The function of those provisions of the statute which relate to this subject, is to increase the efficiency and diminish the cost of the official work, which is involved in assessing and collecting personal normal income taxes; while sometimes increasing, and sometimes not increasing, the burden of such a tax upon the persons out of whose incomes it is taken. That function is performed by the statute, substantially as follows:

The statute undertakes to compel every person and every organization, such as any of those mentioned in this Section 5, as having vicarious duties, to act as agents of the Government, in respect of all fixed or determinable payments which will accrue, at any time after the end of October, 1913, to be made by those vicarious parties respectively, to the person or persons, for whom they shall have been respectively accumulated or otherwise received.

In executing that agency, each vicarious party will begin by classifying the moneys due from him or it, to each person, who in the absence of this statute, would be entitled to receive any of those moneys.

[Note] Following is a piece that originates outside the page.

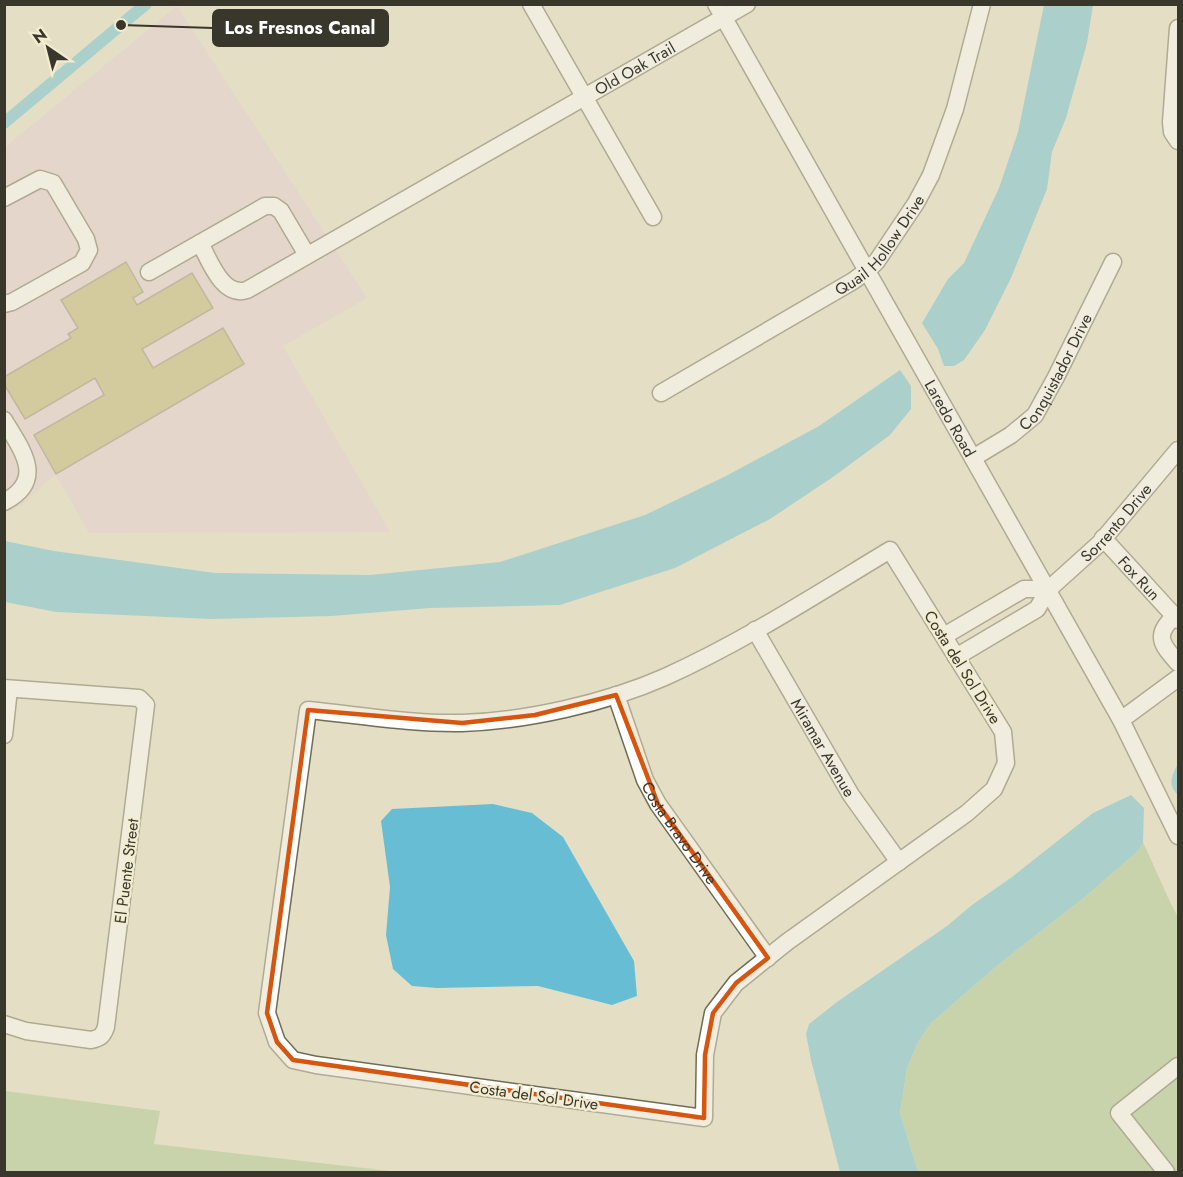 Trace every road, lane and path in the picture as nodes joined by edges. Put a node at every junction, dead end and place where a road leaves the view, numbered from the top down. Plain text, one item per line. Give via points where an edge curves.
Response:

The first class of those moneys will include all items such as those which, according to the statute, are exempt from the normal income tax, when they are in the hands of the persons to whom they beneficially belong. Those items are the following:

FIRST: All interest, received upon any obligation of the United States or any of its possessions, or any State or any political subdivision thereof.

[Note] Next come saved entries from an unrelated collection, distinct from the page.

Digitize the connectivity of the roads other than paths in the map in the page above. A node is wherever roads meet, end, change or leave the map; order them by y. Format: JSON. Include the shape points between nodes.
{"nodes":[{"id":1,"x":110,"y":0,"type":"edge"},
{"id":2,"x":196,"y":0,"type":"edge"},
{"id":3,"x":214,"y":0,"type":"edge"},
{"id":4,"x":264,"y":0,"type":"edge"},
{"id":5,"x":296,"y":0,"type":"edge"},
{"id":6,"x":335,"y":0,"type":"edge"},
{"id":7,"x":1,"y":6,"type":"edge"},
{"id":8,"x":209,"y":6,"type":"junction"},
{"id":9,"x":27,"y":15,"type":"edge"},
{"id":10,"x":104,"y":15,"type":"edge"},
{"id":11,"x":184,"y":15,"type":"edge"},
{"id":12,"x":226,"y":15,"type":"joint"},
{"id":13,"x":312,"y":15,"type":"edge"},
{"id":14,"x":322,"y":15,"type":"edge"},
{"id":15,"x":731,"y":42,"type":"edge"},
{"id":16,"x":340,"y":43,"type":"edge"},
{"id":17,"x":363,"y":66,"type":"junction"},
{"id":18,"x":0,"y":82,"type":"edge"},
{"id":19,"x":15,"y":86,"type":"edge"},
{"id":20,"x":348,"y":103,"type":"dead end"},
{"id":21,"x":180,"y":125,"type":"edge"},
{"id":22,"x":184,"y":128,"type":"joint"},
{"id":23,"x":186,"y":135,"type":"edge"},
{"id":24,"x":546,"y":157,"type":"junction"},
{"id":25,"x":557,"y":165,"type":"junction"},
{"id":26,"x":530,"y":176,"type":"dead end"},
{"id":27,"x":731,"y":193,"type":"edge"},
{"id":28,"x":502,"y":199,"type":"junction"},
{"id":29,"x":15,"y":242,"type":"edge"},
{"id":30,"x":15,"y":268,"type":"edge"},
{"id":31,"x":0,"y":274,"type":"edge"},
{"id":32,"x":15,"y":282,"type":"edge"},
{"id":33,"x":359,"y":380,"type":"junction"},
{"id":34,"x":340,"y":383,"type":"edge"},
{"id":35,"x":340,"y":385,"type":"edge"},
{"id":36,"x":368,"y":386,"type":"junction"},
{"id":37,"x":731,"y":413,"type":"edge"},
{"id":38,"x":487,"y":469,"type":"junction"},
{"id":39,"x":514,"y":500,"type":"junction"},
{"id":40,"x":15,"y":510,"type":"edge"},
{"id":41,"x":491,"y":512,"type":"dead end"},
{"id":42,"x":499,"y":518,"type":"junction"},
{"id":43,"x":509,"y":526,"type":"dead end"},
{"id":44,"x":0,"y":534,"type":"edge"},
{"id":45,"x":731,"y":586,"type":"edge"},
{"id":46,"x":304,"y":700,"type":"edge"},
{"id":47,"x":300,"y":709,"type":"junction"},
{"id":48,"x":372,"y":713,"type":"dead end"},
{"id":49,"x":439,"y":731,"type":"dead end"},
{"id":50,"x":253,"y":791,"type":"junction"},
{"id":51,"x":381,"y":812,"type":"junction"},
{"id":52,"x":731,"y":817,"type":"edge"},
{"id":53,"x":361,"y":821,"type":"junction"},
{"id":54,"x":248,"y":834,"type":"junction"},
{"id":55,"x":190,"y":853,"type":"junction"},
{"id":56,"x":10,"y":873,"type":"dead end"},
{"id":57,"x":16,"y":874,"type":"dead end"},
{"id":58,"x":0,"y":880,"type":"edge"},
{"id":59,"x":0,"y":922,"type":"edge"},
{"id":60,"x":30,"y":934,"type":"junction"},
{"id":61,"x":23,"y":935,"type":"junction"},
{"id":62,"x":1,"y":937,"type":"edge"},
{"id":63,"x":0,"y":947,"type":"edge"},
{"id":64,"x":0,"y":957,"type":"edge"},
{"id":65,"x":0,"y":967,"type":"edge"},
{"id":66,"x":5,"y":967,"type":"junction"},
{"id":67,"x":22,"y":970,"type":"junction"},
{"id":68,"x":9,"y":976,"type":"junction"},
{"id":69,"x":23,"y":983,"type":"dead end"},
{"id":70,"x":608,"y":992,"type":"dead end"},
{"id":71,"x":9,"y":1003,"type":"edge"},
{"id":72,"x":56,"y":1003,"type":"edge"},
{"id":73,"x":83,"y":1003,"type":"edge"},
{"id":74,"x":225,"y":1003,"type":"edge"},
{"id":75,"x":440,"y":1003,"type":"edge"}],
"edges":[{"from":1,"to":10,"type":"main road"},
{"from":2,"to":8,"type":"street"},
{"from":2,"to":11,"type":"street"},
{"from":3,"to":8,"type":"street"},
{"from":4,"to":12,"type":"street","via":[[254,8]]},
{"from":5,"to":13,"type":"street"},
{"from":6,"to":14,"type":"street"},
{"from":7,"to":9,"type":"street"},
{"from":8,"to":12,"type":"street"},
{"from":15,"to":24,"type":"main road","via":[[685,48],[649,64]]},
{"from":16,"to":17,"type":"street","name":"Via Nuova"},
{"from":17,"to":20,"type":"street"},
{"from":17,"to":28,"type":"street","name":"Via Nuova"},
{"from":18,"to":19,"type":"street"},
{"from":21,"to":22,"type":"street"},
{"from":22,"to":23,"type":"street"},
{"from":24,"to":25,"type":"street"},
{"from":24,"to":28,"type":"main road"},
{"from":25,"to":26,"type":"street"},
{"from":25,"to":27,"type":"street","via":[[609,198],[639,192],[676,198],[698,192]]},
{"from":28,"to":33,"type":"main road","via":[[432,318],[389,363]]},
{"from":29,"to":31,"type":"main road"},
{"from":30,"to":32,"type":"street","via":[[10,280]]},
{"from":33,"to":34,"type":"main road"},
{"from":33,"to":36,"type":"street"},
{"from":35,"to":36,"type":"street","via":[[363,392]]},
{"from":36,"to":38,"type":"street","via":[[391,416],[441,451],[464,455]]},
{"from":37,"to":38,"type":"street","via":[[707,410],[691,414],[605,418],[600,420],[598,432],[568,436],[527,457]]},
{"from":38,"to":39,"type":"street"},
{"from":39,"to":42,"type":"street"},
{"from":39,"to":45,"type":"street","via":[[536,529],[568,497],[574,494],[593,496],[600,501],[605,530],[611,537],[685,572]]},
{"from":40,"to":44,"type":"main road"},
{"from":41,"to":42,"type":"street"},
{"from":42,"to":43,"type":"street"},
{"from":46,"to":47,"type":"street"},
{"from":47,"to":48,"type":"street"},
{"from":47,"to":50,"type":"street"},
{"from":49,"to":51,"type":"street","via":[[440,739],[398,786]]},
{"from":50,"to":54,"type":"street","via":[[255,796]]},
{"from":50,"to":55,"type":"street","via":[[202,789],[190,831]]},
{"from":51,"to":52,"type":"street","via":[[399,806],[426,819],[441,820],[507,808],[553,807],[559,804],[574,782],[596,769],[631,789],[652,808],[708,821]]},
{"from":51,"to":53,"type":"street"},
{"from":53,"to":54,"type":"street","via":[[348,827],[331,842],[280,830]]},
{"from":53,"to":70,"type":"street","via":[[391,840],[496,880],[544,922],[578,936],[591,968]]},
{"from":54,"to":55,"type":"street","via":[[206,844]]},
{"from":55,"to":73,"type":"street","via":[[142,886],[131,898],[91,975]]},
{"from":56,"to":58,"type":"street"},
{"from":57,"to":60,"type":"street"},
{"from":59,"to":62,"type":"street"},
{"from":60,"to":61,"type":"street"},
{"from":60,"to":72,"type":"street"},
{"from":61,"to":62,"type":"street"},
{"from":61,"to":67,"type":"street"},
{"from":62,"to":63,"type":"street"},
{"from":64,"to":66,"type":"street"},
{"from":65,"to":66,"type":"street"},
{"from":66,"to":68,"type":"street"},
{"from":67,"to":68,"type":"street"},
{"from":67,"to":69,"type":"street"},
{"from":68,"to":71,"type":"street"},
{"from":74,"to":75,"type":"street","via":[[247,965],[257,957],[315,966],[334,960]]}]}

SECOND: The value of any property, received by the vicarious party, by way of gift, bequest, devise, or descent, for the benefit of the person beneficially entitled thereto.

THIRD: All proceeds of life insurance policies, paid upon the death of the insured, and received by the vicarious party on behalf of the respective beneficiaries of those life insurance policies.

FOURTH: All repayments, made for the benefit of any holder of any life insurance, endowment, or annuity contract, upon the maturity or surrender of any such contract.

FIFTH: All dividends, received upon corporate stock, and all other amounts received from the net earnings of any corporation, joint stock company, association, or insurance company, which is taxable upon its net income under the statute.

The statute does not, in respect of any item in this first class, put any reportorial or returning duty, upon the vicarious party which has the custody or control of that item.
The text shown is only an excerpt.